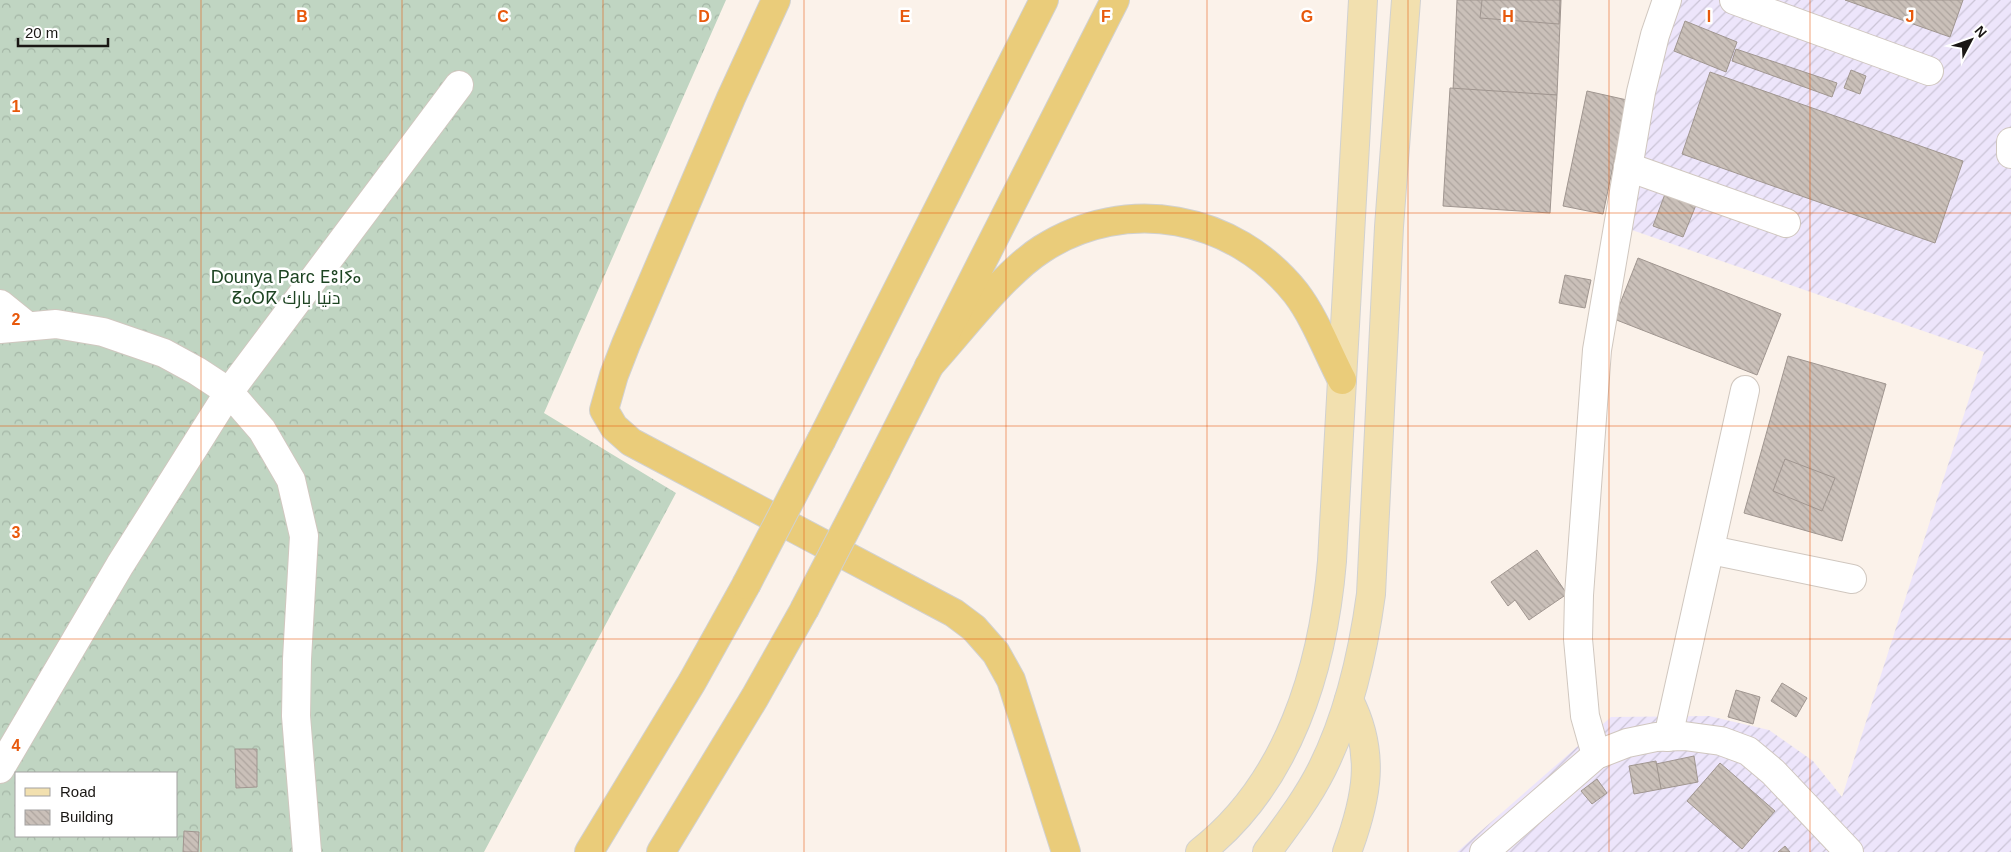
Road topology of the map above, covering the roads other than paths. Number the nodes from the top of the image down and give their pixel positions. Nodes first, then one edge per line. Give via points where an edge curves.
1 (776, 0) edge
2 (1044, 0) edge
3 (1115, 0) edge
4 (1363, 0) edge
5 (1406, 0) edge
6 (1667, 0) edge
7 (1734, 0) edge
8 (1929, 71) dead end
9 (459, 85) dead end
10 (2011, 142) edge
11 (2011, 154) edge
12 (1628, 167) junction
13 (1786, 223) dead end
14 (0, 304) edge
15 (13, 327) edge
16 (929, 366) junction
17 (1342, 380) junction
18 (1744, 390) dead end
19 (229, 392) junction
20 (1711, 550) junction
21 (1852, 579) dead end
22 (1348, 700) junction
23 (1668, 737) junction
24 (1596, 755) junction
25 (0, 770) edge
26 (670, 846) edge
27 (307, 852) edge
28 (588, 852) edge
29 (1066, 852) edge
30 (1200, 852) edge
31 (1267, 852) edge
32 (1347, 852) edge
33 (1484, 852) edge
34 (1849, 852) edge

1 - 29 highway via 626,344 604,410 614,427 631,442 954,613 974,628 996,654 1011,680
2 - 28 highway, bridge via 746,585 687,691
3 - 16 highway
4 - 17 main road
5 - 22 main road via 1388,236 1371,594 1366,631
6 - 12 lane via 1641,92
7 - 8 lane
9 - 19 lane
10 - 11 lane
12 - 13 lane
12 - 24 lane via 1598,350 1579,595 1581,682 1585,716
14 - 15 lane
15 - 19 lane via 56,324 103,332 164,353
16 - 17 highway via 1002,284 1041,250 1088,227 1113,220 1156,218 1191,223 1215,231 1260,258 1280,275 1311,317
16 - 26 highway, bridge via 804,610
17 - 30 main road via 1329,600 1312,676 1284,748 1256,795 1232,823
18 - 20 lane
19 - 25 lane via 120,565
19 - 27 lane via 262,430 291,480 304,536 296,716
20 - 21 lane
20 - 23 lane
22 - 31 main road via 1322,768 1307,796
22 - 32 main road via 1359,721 1366,746 1367,770 1364,795
23 - 24 lane via 1627,744
23 - 34 lane via 1721,741 1748,751 1773,772
24 - 33 lane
....
### Your objective
The string "bridge" appears on some lines of the data above; report how many such lines there are, as a bare number.

### Final answer
2